Stored items:
****
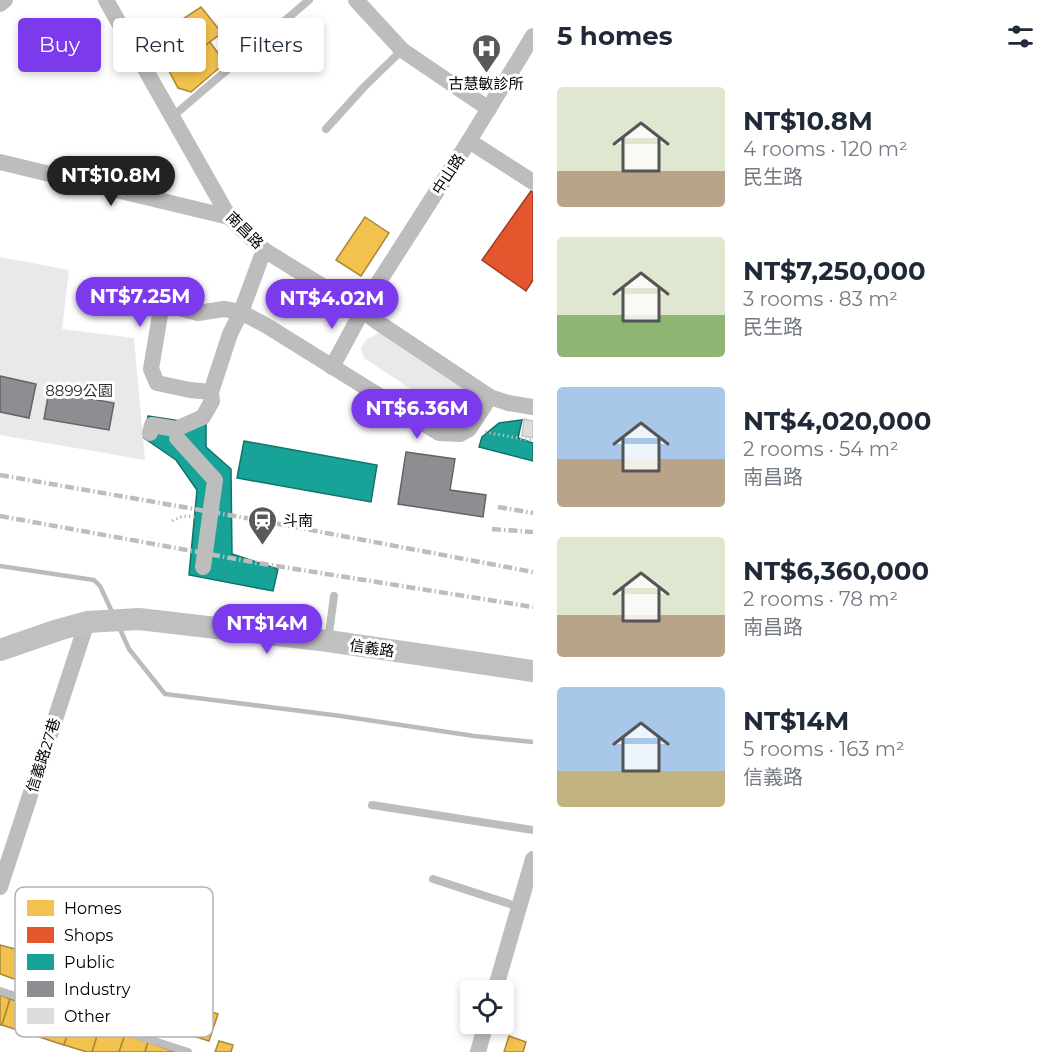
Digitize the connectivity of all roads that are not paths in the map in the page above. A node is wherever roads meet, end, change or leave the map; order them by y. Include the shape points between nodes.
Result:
1 (5, 0) edge
2 (106, 0) edge
3 (309, 0) edge
4 (356, 0) edge
5 (0, 4) edge
6 (533, 36) edge
7 (402, 50) junction
8 (489, 109) junction
9 (172, 117) junction
10 (326, 129) dead end
11 (469, 141) junction
12 (0, 162) edge
13 (533, 182) edge
14 (229, 217) junction
15 (264, 250) junction
16 (363, 311) junction
17 (241, 312) junction
18 (332, 367) junction
19 (211, 392) junction
20 (490, 397) junction
21 (533, 407) edge
22 (150, 434) dead end
23 (177, 438) dead end
24 (203, 567) dead end
25 (334, 596) dead end
26 (87, 622) junction
27 (328, 641) junction
28 (0, 650) edge
29 (533, 671) edge
30 (372, 805) dead end
31 (533, 830) edge
32 (533, 860) edge
33 (433, 879) dead end
34 (0, 887) edge
35 (519, 907) junction
36 (498, 980) edge
37 (0, 991) edge
38 (15, 996) edge
39 (483, 1034) edge
40 (142, 1037) edge
41 (188, 1052) edge
42 (478, 1052) edge

1 - 5 street
2 - 9 street, 南昌路
3 - 9 lane
4 - 7 street
6 - 8 street, 中山路
7 - 8 street
7 - 10 lane
8 - 11 street, 中山路
9 - 14 street, 南昌路
11 - 13 street
11 - 16 street, 中山路
12 - 14 street
14 - 15 street, 南昌路
15 - 16 street, 南昌路
15 - 17 street
16 - 18 street, 中山路
16 - 20 street, 南昌路
17 - 18 street
17 - 19 street
17 - 19 street via 224,309 198,313 162,303 151,369 157,383
18 - 20 street via 439,433 460,434 469,429
19 - 22 street via 212,401 203,417 176,429 152,425
20 - 21 street, 南昌路
23 - 24 street, bridge via 215,480
25 - 27 lane
26 - 27 street, 信義路 via 139,619
26 - 28 street, 信義路
26 - 34 street, 信義路27巷
27 - 29 street, 信義路
30 - 31 lane
32 - 35 street
33 - 35 lane
35 - 36 street
37 - 38 lane
39 - 42 street
40 - 41 lane

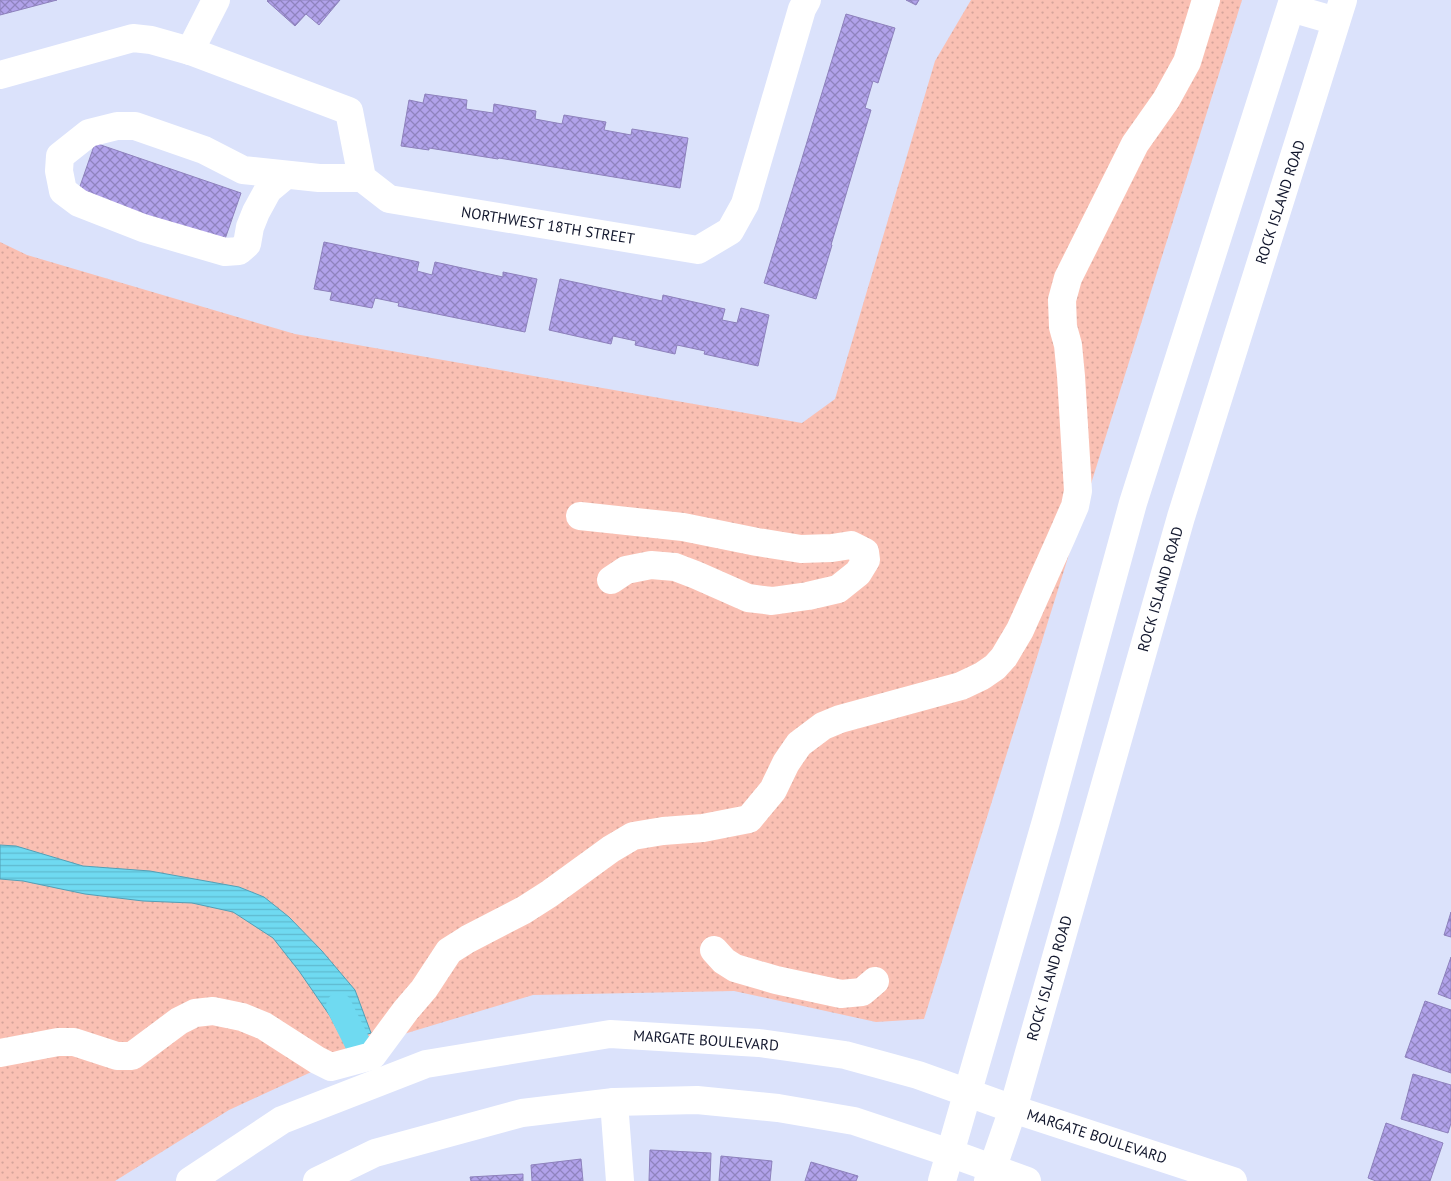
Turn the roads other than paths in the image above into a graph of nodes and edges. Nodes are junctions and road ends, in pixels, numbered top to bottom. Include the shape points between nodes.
1 (216, 0) edge
2 (806, 0) edge
3 (1206, 0) edge
4 (1292, 4) edge
5 (1340, 11) edge
6 (190, 51) junction
7 (0, 75) edge
8 (286, 175) junction
9 (362, 178) junction
10 (580, 516) dead end
11 (611, 580) dead end
12 (714, 950) dead end
13 (875, 981) dead end
14 (0, 1052) edge
15 (967, 1092) junction
16 (614, 1102) junction
17 (1013, 1108) junction
18 (950, 1153) junction
19 (990, 1175) edge
20 (190, 1181) edge
21 (317, 1181) edge
22 (620, 1181) edge
23 (942, 1181) edge
24 (1027, 1181) edge
25 (1233, 1181) edge

1 - 6 street
2 - 9 street, NORTHWEST 18TH STREET via 745,204 730,231 698,250 389,199
3 - 14 street via 1187,62 1136,144 1068,278 1062,300 1063,327 1068,345 1078,491 1075,506 1020,630 996,667 961,686 823,726 799,744 773,790 749,819 632,836 524,910 468,938 449,951 372,1056 331,1067 264,1026 213,1011 194,1012 132,1056 117,1056 74,1042
4 - 5 street
4 - 15 street via 1133,503 1046,821
5 - 17 street, ROCK ISLAND ROAD via 1181,517
6 - 7 street via 133,38
6 - 9 street via 349,111
8 - 8 street via 243,170 204,150 134,126 89,133 60,156 59,171 63,191 79,203 143,228 225,252 239,251 246,244 256,212 268,190
8 - 9 street
10 - 11 street via 683,527 800,548 851,545 865,552 866,560 858,573 838,589 772,601 748,598 675,567 651,565 626,570
12 - 13 street via 735,968 841,994 862,992
15 - 17 street, MARGATE BOULEVARD
15 - 18 street
15 - 20 street, MARGATE BOULEVARD via 846,1055 759,1042 610,1034 426,1064 282,1120
16 - 18 street via 697,1100 778,1108 854,1121
16 - 21 street via 522,1113 375,1153
16 - 22 street
17 - 19 street, ROCK ISLAND ROAD
17 - 25 street, MARGATE BOULEVARD
18 - 19 street
18 - 23 street
19 - 24 street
****
* PROBLEM *
Each line in the records above that contains the word "ROCK" must be copied.

* EXERCISE SOLUTION *
5 - 17 street, ROCK ISLAND ROAD via 1181,517
17 - 19 street, ROCK ISLAND ROAD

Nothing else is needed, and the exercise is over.